Da ich auch kein besonders guter Stratege bin, bleibt eigentlich nur ein Urteil: Defender of the Crown ist ein seichtes und viel zu leichtes Spiel, dass schnell langweilig wird… wenn da nicht diese grenzgeniale Präsentation wäre.

Ich hoffe inständig, dass auch die Generation von heute beim Anblick der Bilder eingestehen kann: Ja, es sieht recht schick aus. Ihr wollt gar nicht wissen, wie DAS anno 1986 gewirkt hat. Von der Farbschattierung bis zum Fotorealismus der Charaktere zeigte Defender of the Crown eine zuvor ungesehene Grafikpracht, die über Jahre hinweg als Referenz galt. Allein der Schattenwurf während eines Raubzugs ist unübertroffen – und nur die Animationen rissen einen von der Utopie heraus, hier ein lebensecht aussehendes Spiel vor Augen zu haben.

Die Musik ist technisch zwei Klassen schlechter, aber ebenfalls aufgrund ihres klassischen Stils eine lobende Erwähnung wert. Cinemaware machte jedenfalls mit Defender of the Crown ihrem Label alle Ehre, ein „cineastisches Spielerlebnis“ zu liefern.
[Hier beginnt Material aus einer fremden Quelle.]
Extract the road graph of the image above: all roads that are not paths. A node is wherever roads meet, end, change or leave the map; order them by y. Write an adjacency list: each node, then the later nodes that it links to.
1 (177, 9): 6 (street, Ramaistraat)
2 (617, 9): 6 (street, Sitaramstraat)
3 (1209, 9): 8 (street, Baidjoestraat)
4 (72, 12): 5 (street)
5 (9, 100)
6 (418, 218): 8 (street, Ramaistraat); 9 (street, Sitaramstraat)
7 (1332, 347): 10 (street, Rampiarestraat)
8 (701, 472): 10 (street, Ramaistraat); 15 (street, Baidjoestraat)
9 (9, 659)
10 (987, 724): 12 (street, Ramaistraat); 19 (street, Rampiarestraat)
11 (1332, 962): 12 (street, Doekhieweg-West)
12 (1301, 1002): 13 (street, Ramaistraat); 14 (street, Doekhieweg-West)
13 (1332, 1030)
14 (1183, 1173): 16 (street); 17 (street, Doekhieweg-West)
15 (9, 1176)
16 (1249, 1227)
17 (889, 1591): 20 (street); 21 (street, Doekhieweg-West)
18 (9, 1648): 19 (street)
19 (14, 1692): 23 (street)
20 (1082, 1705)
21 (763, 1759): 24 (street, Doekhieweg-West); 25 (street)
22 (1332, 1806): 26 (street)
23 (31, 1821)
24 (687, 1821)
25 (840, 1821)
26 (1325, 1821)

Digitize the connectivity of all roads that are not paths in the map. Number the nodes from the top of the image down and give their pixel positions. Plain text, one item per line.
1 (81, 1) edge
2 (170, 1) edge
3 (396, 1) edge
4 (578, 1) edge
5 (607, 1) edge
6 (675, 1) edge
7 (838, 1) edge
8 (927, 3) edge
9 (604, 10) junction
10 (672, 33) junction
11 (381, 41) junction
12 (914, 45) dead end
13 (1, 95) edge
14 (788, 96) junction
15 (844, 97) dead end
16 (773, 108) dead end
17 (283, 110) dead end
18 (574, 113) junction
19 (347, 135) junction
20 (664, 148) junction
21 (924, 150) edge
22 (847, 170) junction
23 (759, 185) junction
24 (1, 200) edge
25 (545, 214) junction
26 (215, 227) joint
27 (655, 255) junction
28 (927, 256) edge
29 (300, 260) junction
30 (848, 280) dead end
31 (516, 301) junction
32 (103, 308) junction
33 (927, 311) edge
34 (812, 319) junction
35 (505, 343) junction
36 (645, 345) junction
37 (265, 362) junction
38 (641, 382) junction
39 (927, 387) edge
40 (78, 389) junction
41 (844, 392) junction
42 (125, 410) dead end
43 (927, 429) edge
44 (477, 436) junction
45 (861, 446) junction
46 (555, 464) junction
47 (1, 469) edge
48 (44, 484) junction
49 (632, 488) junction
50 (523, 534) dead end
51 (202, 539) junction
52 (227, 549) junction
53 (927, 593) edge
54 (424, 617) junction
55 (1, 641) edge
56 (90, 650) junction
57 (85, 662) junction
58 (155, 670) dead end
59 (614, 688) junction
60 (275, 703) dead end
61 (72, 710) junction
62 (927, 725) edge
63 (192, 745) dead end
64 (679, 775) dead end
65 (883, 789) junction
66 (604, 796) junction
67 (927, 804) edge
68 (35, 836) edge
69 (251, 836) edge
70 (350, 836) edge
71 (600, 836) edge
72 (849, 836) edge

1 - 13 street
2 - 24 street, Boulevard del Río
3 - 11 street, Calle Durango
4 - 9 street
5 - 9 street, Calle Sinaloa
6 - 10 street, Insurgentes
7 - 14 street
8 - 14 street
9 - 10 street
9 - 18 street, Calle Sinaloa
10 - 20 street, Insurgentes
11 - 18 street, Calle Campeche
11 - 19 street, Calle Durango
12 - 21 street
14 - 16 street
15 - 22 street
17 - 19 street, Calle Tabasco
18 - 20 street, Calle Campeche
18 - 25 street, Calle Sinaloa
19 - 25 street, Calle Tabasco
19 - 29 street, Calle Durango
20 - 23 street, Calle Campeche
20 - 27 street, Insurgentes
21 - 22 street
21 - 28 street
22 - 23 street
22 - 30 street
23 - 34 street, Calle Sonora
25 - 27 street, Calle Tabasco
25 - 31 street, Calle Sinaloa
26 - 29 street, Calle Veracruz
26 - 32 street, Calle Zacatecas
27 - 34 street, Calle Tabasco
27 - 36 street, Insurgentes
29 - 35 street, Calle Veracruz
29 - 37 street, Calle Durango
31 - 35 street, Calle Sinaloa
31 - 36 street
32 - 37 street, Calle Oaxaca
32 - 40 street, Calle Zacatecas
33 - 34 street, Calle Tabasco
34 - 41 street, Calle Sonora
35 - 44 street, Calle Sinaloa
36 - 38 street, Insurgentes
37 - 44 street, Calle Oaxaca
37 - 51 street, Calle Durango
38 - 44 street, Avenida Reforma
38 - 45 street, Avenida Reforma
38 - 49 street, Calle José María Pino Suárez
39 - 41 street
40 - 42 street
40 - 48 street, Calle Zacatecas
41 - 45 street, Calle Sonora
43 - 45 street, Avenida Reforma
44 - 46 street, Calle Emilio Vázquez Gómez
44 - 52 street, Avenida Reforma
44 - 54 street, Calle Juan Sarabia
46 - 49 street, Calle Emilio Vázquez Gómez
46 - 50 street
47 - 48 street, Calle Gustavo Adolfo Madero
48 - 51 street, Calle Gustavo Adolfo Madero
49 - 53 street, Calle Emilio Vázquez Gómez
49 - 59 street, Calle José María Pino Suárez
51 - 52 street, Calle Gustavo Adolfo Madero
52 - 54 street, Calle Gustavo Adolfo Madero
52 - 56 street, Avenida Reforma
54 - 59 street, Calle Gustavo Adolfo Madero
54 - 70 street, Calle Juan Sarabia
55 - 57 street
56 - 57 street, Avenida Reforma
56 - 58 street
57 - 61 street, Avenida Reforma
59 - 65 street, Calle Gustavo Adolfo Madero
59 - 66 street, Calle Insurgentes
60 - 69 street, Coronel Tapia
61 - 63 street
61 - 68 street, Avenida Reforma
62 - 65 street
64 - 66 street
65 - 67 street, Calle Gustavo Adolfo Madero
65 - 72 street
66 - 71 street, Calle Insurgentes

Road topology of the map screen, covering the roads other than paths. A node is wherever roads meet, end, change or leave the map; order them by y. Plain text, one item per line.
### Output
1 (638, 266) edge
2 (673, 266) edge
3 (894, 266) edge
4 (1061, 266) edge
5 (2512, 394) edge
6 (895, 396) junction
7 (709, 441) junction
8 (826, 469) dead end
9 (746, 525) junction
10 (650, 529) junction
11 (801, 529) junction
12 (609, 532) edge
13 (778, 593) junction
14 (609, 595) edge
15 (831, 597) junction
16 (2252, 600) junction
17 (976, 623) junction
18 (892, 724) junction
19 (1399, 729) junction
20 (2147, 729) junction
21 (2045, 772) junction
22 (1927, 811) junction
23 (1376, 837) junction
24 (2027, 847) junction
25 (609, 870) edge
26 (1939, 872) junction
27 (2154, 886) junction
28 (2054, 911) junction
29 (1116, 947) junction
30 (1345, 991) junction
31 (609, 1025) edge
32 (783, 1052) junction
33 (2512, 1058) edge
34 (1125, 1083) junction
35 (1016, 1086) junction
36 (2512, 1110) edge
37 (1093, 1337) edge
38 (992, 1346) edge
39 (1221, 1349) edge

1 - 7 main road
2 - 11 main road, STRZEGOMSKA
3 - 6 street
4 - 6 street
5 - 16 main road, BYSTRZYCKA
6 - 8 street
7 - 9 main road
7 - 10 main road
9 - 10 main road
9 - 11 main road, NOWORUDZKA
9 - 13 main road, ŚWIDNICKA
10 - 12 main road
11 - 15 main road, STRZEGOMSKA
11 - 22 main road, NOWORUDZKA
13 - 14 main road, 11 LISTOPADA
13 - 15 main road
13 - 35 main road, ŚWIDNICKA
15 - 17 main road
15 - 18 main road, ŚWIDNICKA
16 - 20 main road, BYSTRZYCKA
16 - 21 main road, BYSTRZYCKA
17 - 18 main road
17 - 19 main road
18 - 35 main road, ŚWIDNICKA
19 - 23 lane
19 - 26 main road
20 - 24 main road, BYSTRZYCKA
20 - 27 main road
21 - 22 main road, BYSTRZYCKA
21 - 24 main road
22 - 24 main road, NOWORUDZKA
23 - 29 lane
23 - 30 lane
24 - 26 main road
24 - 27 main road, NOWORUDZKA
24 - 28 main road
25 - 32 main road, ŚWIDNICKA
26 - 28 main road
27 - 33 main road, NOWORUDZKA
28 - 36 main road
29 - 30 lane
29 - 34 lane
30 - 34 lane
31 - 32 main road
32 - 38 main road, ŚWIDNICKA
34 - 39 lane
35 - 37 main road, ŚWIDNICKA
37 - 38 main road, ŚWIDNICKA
Der gute, alte Heinrich Lenhardt gab damals der Grafik 95 und dem Spielspaß 43 Punkte – von jeweils 100 möglichen. Ersteres ist ohne Zweifel berechtigt, bei letzterem verstehe ich zumindest seine Argumentation. Denn die tolle Grafik würde bereits in der betreffenden Einzelwertung gelobt, während es mit der Spielsubstanz eher nicht so gut bestellt sei. Doch wie wir heute alle wissen, ist Anspruch kein Muss für Spaß. Defender of the Crown ist simpel und leicht – und trotzdem (oder vielleicht gerade deswegen) habe ich es mehrfach durchgespielt. So wie man eben einen Film mehrfach anschaut, dessen Ende man auch bereits im voraus kennt.

Die C64-Version ist im übrigen spielerisch besser, weil dort am Balancing und am Anspruch geschraubt wurde. Ich kann deshalb auch verstehen, warum sie von Manchem als besser eingestuft wird. Aber gleichwohl die Grafik unter den gegebenen Umständen hervorragend adaptiert wurde: Auf dem Amiga ist Defender of the Crown eine eigene Hausnummer, die jeden, der es gesehen hat, erschlagen hat. Und dann braucht es auch keine Spieltiefe mehr.